_Dataset content_
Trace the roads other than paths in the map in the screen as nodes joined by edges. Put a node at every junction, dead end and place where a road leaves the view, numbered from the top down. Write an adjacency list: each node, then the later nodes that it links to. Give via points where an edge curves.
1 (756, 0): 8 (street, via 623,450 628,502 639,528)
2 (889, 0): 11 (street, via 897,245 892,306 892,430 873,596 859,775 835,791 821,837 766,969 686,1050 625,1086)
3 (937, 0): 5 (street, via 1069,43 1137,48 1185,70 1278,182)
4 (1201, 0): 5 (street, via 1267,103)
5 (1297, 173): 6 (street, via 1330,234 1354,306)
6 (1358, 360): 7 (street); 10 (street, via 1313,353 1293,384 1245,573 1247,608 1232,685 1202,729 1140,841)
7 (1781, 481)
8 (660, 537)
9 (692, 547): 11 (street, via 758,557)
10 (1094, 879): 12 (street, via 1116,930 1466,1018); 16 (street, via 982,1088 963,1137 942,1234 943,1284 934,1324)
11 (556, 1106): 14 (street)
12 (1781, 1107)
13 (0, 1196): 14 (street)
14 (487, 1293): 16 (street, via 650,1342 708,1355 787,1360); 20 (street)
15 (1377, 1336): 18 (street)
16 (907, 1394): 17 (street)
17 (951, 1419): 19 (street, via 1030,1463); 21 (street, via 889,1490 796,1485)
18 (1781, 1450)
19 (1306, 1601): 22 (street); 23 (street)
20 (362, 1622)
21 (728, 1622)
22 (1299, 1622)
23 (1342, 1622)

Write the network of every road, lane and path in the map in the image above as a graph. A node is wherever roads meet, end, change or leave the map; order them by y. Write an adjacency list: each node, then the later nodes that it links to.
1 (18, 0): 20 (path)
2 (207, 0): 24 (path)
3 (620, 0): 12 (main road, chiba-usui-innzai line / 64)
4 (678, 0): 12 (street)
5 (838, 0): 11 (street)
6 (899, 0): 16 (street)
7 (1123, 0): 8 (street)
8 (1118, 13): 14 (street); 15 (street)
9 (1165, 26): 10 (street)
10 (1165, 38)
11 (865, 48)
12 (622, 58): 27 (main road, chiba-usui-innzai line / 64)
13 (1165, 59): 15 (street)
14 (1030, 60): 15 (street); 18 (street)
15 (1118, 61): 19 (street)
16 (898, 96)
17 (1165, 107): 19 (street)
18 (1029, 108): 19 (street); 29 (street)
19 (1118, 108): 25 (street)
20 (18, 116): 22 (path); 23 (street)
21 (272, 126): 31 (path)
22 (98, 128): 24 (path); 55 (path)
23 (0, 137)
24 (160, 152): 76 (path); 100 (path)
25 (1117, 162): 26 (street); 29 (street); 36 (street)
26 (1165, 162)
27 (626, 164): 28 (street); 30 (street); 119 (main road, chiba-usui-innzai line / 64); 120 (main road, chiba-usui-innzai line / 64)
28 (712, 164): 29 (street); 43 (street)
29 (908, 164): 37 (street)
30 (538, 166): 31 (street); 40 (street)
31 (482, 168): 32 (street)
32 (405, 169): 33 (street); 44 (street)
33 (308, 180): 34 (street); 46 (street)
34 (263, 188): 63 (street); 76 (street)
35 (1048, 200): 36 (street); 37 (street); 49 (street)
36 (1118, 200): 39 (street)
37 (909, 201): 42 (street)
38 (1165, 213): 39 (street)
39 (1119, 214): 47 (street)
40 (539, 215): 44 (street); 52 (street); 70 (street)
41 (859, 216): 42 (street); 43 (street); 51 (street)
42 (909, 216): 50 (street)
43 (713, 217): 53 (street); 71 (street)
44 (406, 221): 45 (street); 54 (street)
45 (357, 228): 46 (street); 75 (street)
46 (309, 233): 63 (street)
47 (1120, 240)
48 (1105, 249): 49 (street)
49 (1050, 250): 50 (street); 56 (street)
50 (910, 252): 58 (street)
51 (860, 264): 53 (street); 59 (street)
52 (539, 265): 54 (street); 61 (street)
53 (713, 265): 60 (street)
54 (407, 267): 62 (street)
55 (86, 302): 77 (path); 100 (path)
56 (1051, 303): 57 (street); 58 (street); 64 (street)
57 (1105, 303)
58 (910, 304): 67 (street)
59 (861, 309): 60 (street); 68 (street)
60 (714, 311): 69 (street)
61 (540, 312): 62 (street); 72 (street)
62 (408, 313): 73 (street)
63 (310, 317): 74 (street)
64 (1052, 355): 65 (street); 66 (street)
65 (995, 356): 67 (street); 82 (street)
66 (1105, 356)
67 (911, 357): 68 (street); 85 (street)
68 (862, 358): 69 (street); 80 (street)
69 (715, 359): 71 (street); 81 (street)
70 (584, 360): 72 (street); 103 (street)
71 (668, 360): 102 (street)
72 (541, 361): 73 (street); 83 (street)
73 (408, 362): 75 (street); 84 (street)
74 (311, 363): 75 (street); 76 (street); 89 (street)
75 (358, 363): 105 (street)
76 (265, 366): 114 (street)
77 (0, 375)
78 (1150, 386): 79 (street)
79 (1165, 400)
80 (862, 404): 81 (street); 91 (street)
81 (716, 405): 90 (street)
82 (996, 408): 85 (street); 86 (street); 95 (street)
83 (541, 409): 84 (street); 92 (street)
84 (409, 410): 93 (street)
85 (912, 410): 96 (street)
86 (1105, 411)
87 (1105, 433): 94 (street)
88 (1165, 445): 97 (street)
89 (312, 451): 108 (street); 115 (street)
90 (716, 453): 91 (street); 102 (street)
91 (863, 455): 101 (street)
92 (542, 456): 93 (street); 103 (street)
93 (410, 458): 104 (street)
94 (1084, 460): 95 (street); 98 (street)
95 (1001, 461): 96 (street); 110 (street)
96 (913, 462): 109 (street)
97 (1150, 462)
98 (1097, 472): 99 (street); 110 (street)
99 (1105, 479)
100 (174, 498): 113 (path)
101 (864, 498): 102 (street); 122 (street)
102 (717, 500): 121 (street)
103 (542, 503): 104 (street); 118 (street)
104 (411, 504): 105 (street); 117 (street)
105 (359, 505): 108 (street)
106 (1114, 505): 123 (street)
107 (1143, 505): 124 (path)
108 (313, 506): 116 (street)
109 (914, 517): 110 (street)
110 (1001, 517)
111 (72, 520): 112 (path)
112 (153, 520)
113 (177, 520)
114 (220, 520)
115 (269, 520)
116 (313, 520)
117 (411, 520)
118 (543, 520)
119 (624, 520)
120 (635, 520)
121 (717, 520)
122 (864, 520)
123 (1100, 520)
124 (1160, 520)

_To do_
Everything in the data above must be reproduced exactly.

_Solution for this problem_
Trace the roads other than paths in the map in the screen as nodes joined by edges. Put a node at every junction, dead end and place where a road leaves the view, numbered from the top down. Write an adjacency list: each node, then the later nodes that it links to. Give via points where an edge curves.
1 (756, 0): 8 (street, via 623,450 628,502 639,528)
2 (889, 0): 11 (street, via 897,245 892,306 892,430 873,596 859,775 835,791 821,837 766,969 686,1050 625,1086)
3 (937, 0): 5 (street, via 1069,43 1137,48 1185,70 1278,182)
4 (1201, 0): 5 (street, via 1267,103)
5 (1297, 173): 6 (street, via 1330,234 1354,306)
6 (1358, 360): 7 (street); 10 (street, via 1313,353 1293,384 1245,573 1247,608 1232,685 1202,729 1140,841)
7 (1781, 481)
8 (660, 537)
9 (692, 547): 11 (street, via 758,557)
10 (1094, 879): 12 (street, via 1116,930 1466,1018); 16 (street, via 982,1088 963,1137 942,1234 943,1284 934,1324)
11 (556, 1106): 14 (street)
12 (1781, 1107)
13 (0, 1196): 14 (street)
14 (487, 1293): 16 (street, via 650,1342 708,1355 787,1360); 20 (street)
15 (1377, 1336): 18 (street)
16 (907, 1394): 17 (street)
17 (951, 1419): 19 (street, via 1030,1463); 21 (street, via 889,1490 796,1485)
18 (1781, 1450)
19 (1306, 1601): 22 (street); 23 (street)
20 (362, 1622)
21 (728, 1622)
22 (1299, 1622)
23 (1342, 1622)

Write the network of every road, lane and path in the map in the image above as a graph. A node is wherever roads meet, end, change or leave the map; order them by y. Write an adjacency list: each node, then the later nodes that it links to.
1 (18, 0): 20 (path)
2 (207, 0): 24 (path)
3 (620, 0): 12 (main road, chiba-usui-innzai line / 64)
4 (678, 0): 12 (street)
5 (838, 0): 11 (street)
6 (899, 0): 16 (street)
7 (1123, 0): 8 (street)
8 (1118, 13): 14 (street); 15 (street)
9 (1165, 26): 10 (street)
10 (1165, 38)
11 (865, 48)
12 (622, 58): 27 (main road, chiba-usui-innzai line / 64)
13 (1165, 59): 15 (street)
14 (1030, 60): 15 (street); 18 (street)
15 (1118, 61): 19 (street)
16 (898, 96)
17 (1165, 107): 19 (street)
18 (1029, 108): 19 (street); 29 (street)
19 (1118, 108): 25 (street)
20 (18, 116): 22 (path); 23 (street)
21 (272, 126): 31 (path)
22 (98, 128): 24 (path); 55 (path)
23 (0, 137)
24 (160, 152): 76 (path); 100 (path)
25 (1117, 162): 26 (street); 29 (street); 36 (street)
26 (1165, 162)
27 (626, 164): 28 (street); 30 (street); 119 (main road, chiba-usui-innzai line / 64); 120 (main road, chiba-usui-innzai line / 64)
28 (712, 164): 29 (street); 43 (street)
29 (908, 164): 37 (street)
30 (538, 166): 31 (street); 40 (street)
31 (482, 168): 32 (street)
32 (405, 169): 33 (street); 44 (street)
33 (308, 180): 34 (street); 46 (street)
34 (263, 188): 63 (street); 76 (street)
35 (1048, 200): 36 (street); 37 (street); 49 (street)
36 (1118, 200): 39 (street)
37 (909, 201): 42 (street)
38 (1165, 213): 39 (street)
39 (1119, 214): 47 (street)
40 (539, 215): 44 (street); 52 (street); 70 (street)
41 (859, 216): 42 (street); 43 (street); 51 (street)
42 (909, 216): 50 (street)
43 (713, 217): 53 (street); 71 (street)
44 (406, 221): 45 (street); 54 (street)
45 (357, 228): 46 (street); 75 (street)
46 (309, 233): 63 (street)
47 (1120, 240)
48 (1105, 249): 49 (street)
49 (1050, 250): 50 (street); 56 (street)
50 (910, 252): 58 (street)
51 (860, 264): 53 (street); 59 (street)
52 (539, 265): 54 (street); 61 (street)
53 (713, 265): 60 (street)
54 (407, 267): 62 (street)
55 (86, 302): 77 (path); 100 (path)
56 (1051, 303): 57 (street); 58 (street); 64 (street)
57 (1105, 303)
58 (910, 304): 67 (street)
59 (861, 309): 60 (street); 68 (street)
60 (714, 311): 69 (street)
61 (540, 312): 62 (street); 72 (street)
62 (408, 313): 73 (street)
63 (310, 317): 74 (street)
64 (1052, 355): 65 (street); 66 (street)
65 (995, 356): 67 (street); 82 (street)
66 (1105, 356)
67 (911, 357): 68 (street); 85 (street)
68 (862, 358): 69 (street); 80 (street)
69 (715, 359): 71 (street); 81 (street)
70 (584, 360): 72 (street); 103 (street)
71 (668, 360): 102 (street)
72 (541, 361): 73 (street); 83 (street)
73 (408, 362): 75 (street); 84 (street)
74 (311, 363): 75 (street); 76 (street); 89 (street)
75 (358, 363): 105 (street)
76 (265, 366): 114 (street)
77 (0, 375)
78 (1150, 386): 79 (street)
79 (1165, 400)
80 (862, 404): 81 (street); 91 (street)
81 (716, 405): 90 (street)
82 (996, 408): 85 (street); 86 (street); 95 (street)
83 (541, 409): 84 (street); 92 (street)
84 (409, 410): 93 (street)
85 (912, 410): 96 (street)
86 (1105, 411)
87 (1105, 433): 94 (street)
88 (1165, 445): 97 (street)
89 (312, 451): 108 (street); 115 (street)
90 (716, 453): 91 (street); 102 (street)
91 (863, 455): 101 (street)
92 (542, 456): 93 (street); 103 (street)
93 (410, 458): 104 (street)
94 (1084, 460): 95 (street); 98 (street)
95 (1001, 461): 96 (street); 110 (street)
96 (913, 462): 109 (street)
97 (1150, 462)
98 (1097, 472): 99 (street); 110 (street)
99 (1105, 479)
100 (174, 498): 113 (path)
101 (864, 498): 102 (street); 122 (street)
102 (717, 500): 121 (street)
103 (542, 503): 104 (street); 118 (street)
104 (411, 504): 105 (street); 117 (street)
105 (359, 505): 108 (street)
106 (1114, 505): 123 (street)
107 (1143, 505): 124 (path)
108 (313, 506): 116 (street)
109 (914, 517): 110 (street)
110 (1001, 517)
111 (72, 520): 112 (path)
112 (153, 520)
113 (177, 520)
114 (220, 520)
115 (269, 520)
116 (313, 520)
117 (411, 520)
118 (543, 520)
119 (624, 520)
120 (635, 520)
121 (717, 520)
122 (864, 520)
123 (1100, 520)
124 (1160, 520)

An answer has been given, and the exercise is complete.